Marek Probosz: Polish cinema too strong focuses on local problems that are not understood abroad

February 13, 2020 Cinema

According to Marek Probosz, Polish cinema is too intimate to be understood and appreciated in the world. The actor thinks that Polish filmmakers focus too much on local problems that are incomprehensible to people outside Eastern Europe. Cinema, on the other hand, should use a universal language and emotions so that it can be read without difficulty in every country and culture.

In the late 1980s, Marek Probosz left for Los Angeles, where he still lives today. He is still developing his acting career. He plays in both American and Polish productions; he directs and writes scripts and also teaches at the Theatre Department of the University of California. He believes that Polish cinema is on a very high level and that many talented actors, cinematographers and film music composers work in Poland. The reason for the still low popularity of domestic cinematography in the world is its local character.

- We still have such a problem in Polish cinema that we don't go outside Poland, that it's still local, intimate cinema about our problems that are not understood outside - says Marek Probosz of Newseria Lifestyle news agency.

Polish cinema could be present on the American market if it touched upon universal topics that could be identified with by any viewer regardless of culture or country of origin. A film should not only exert emotions on a viewer who knows and understands Polish history, Polish way of life or Polish problems. According to the actor, such films used to be made by Krzysztof Kieślowski and now Lech Majewski.

- The film is designed to make the viewer cry, laugh, not know why his hand is shaking or why he wants to drink alcohol or smoke a cigarette, or to immediately hug his wife or his child - says Marek Probosz.

Film production

The actor believes that every Polish filmmaker should spend several years abroad, even in the United States, and work there. Not to achieve professional success, but to learn the differences in perception of reality between Poles and foreigners. This does not mean that filmmakers should give up the cultural context, but should talk about universal stories, emotions and attitudes. The actor emphasizes that the director Ryszard Bugajski was convinced that his performance "Death of Rotary Master Pilecki" will not be understood abroad due to the strong historical context, but it happened differently.

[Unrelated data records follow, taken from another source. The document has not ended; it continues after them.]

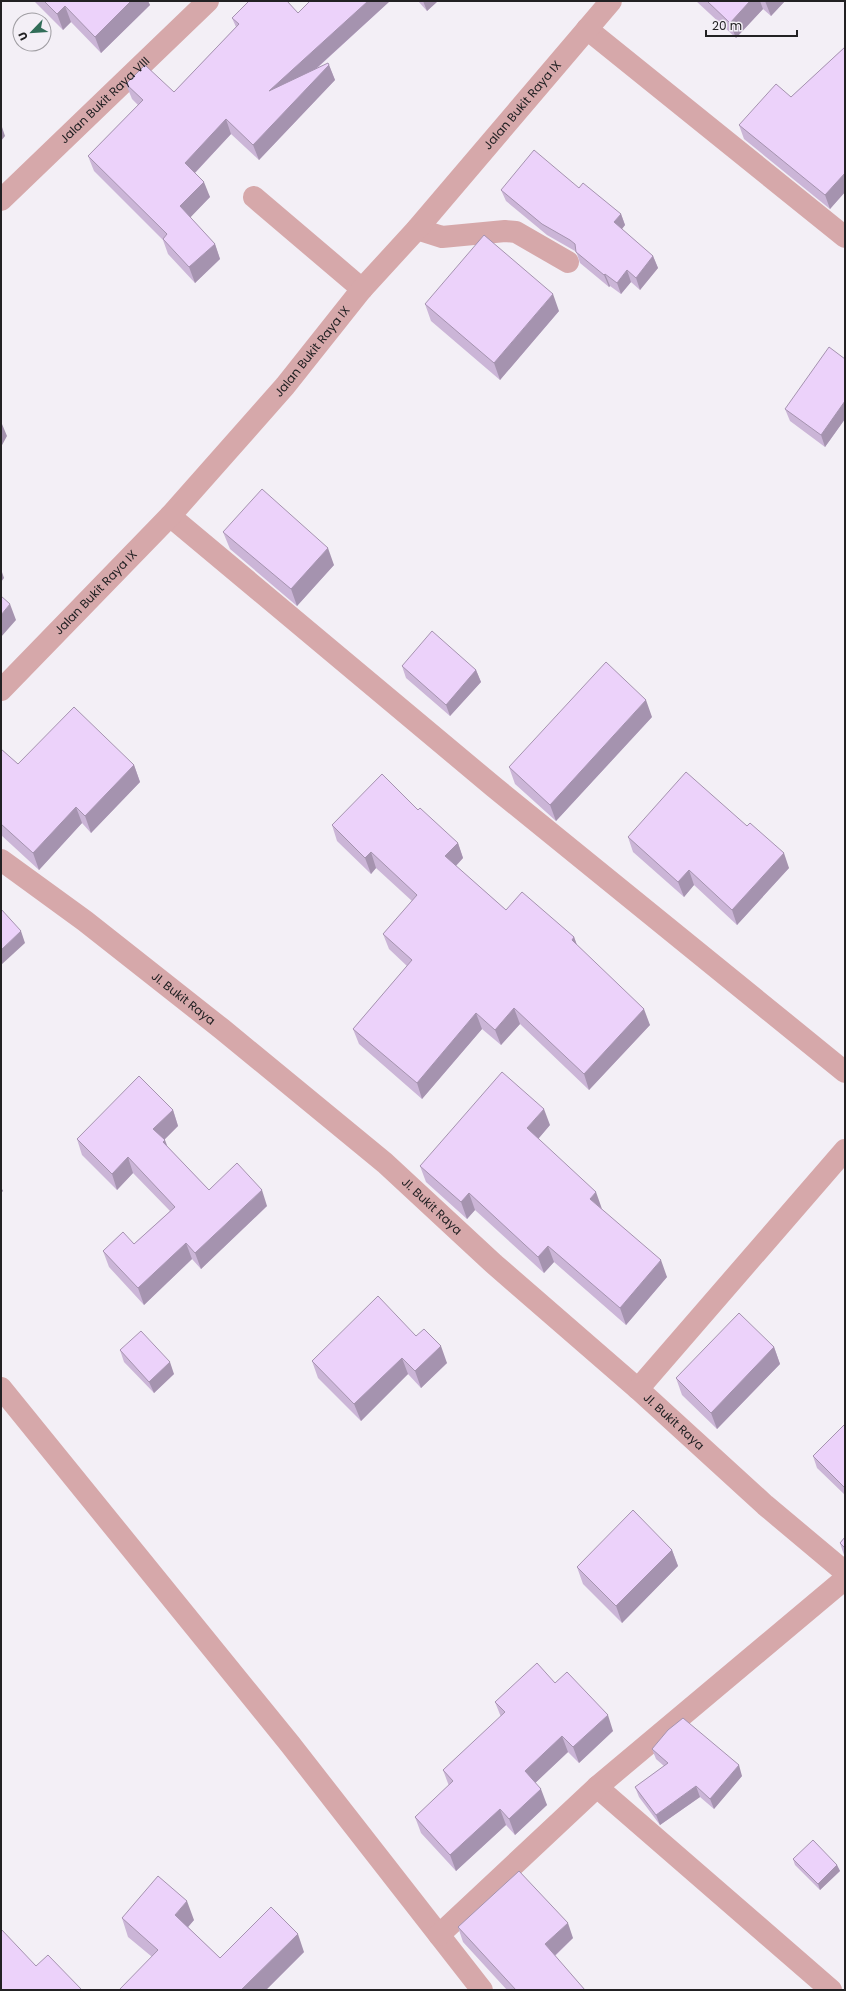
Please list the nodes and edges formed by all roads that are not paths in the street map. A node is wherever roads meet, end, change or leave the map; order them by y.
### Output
1 (208, 1) edge
2 (611, 1) edge
3 (587, 30) junction
4 (254, 197) dead end
5 (1, 200) edge
6 (417, 229) junction
7 (845, 237) edge
8 (568, 262) dead end
9 (362, 289) junction
10 (170, 516) junction
11 (1, 690) edge
12 (1, 860) edge
13 (845, 1072) edge
14 (845, 1150) edge
15 (1, 1388) edge
16 (638, 1389) junction
17 (845, 1572) edge
18 (845, 1579) edge
19 (597, 1787) junction
20 (439, 1935) junction
21 (482, 1990) edge
22 (831, 1990) edge

1 - 5 street, Jalan Bukit Raya VIII
2 - 3 street, Jalan Bukit Raya IX
3 - 6 street, Jalan Bukit Raya IX
3 - 7 street
4 - 9 street
6 - 8 street
6 - 9 street, Jalan Bukit Raya IX
9 - 10 street, Jalan Bukit Raya IX
10 - 11 street, Jalan Bukit Raya IX
10 - 13 street
12 - 16 street, Jl. Bukit Raya
14 - 16 street
15 - 20 street
16 - 17 street, Jl. Bukit Raya
18 - 19 street
19 - 20 street
19 - 22 street
20 - 21 street

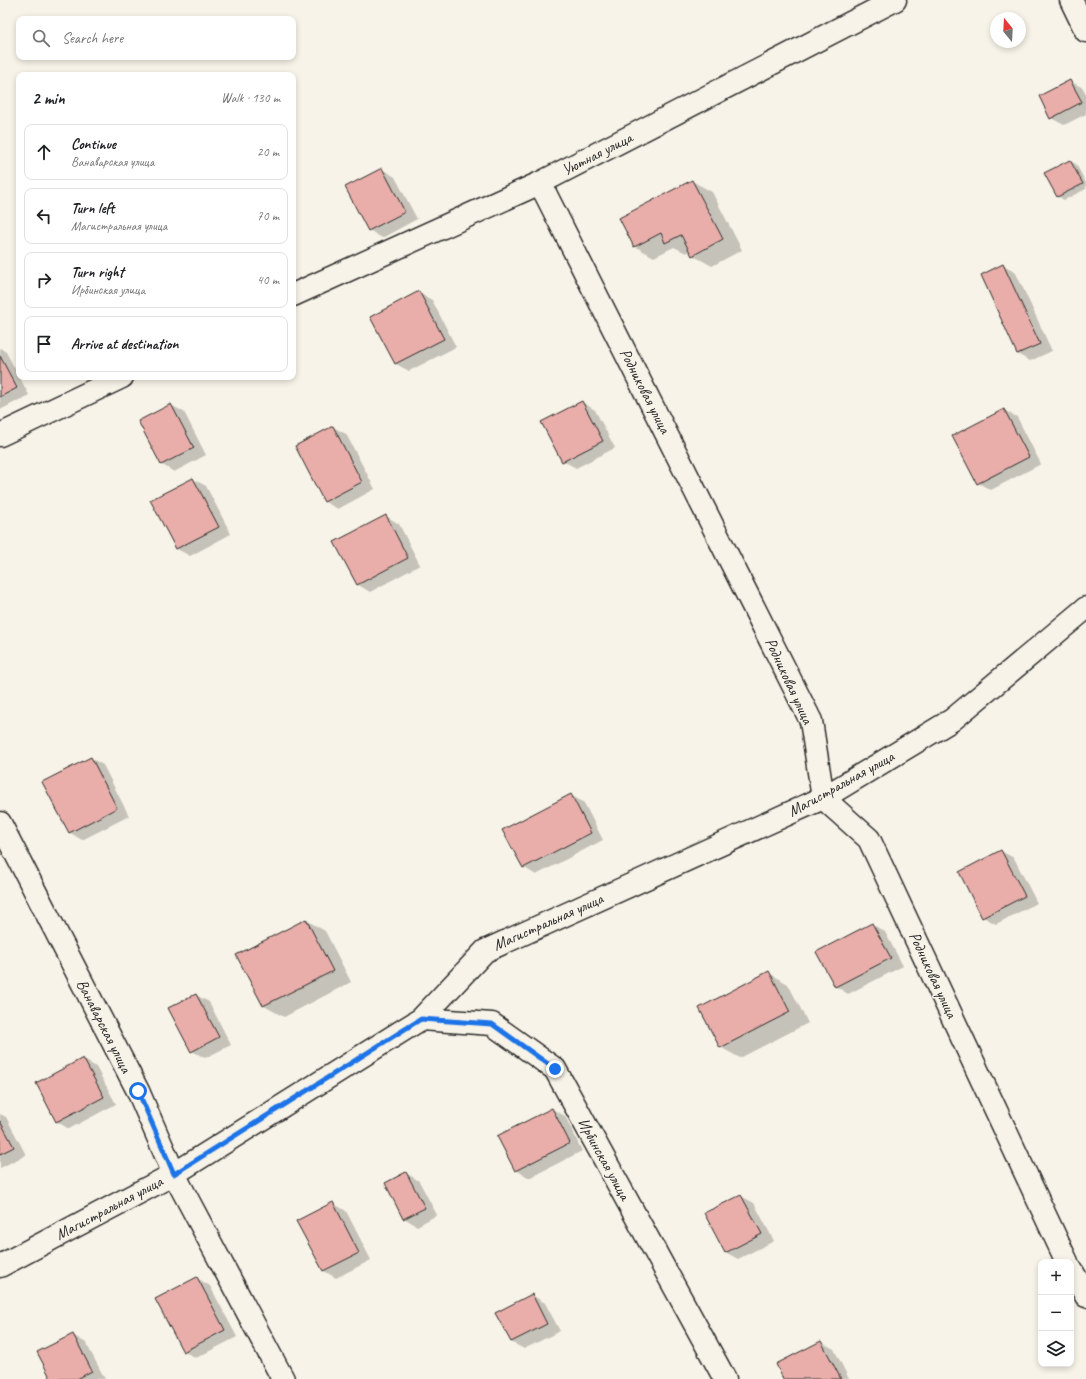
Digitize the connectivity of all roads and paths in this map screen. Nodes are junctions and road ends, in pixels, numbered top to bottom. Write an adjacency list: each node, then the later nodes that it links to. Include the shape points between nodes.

- It turns out that Pilecki's attitude has absolutely moved to the other side and hence these comparisons of American viewers to Christ, to Spartacus, to Gandhi, Mandela. That's the point here, this may be the most complicated story of the most complicated Polish artist, no matter what category of culture he is from, everything depends on how we tell it, that's what it's all about," says Marek Probosz.

As an example of a film that has been easily understood all over the world in spite of its strong local culture, the actor gives "Flamenco" by Carlos Sura. Shoot in 1995, the picture is devoid of dialogues and speaks to viewers in a language of dance that is understood all over the world. The Rector thinks that also the radio play "The Bird of the Earth" is a radio play. The "Wedding of the highlanders of Istebania", which he is currently working on, has a chance to reach a foreign audience. Based on the art of his grandfather, Jerzy Probosz, it tells a universal story of love and attempts to communicate with God.

- How do you tell that story so that it gets to them too? It doesn't have to be neither what they eat nor what they listen to, it can be absolutely ours, original, unknown to them, and yet universal, and yet it is such that they feel in their hearts," says Marek Probosz.

The actor, on the other hand, believes that it would be much more difficult for Polish actors to break through in the western market. The language barrier for people who were not born abroad or who did not emigrate there at a very young age is not acceptable. He has played in many American productions, including the CBS series "Scorpion" and John Grey's "Helter Skelter", but always plays the European character.

- I speak and write very well in English, but the accent is and always will be, unless a person is born there or comes at a very young age - says Marek Probosz.

The Probosz brand will soon be seen in Polish production. The actor played as a guest artist in one of the episodes of the new TVP series "Murder Commission".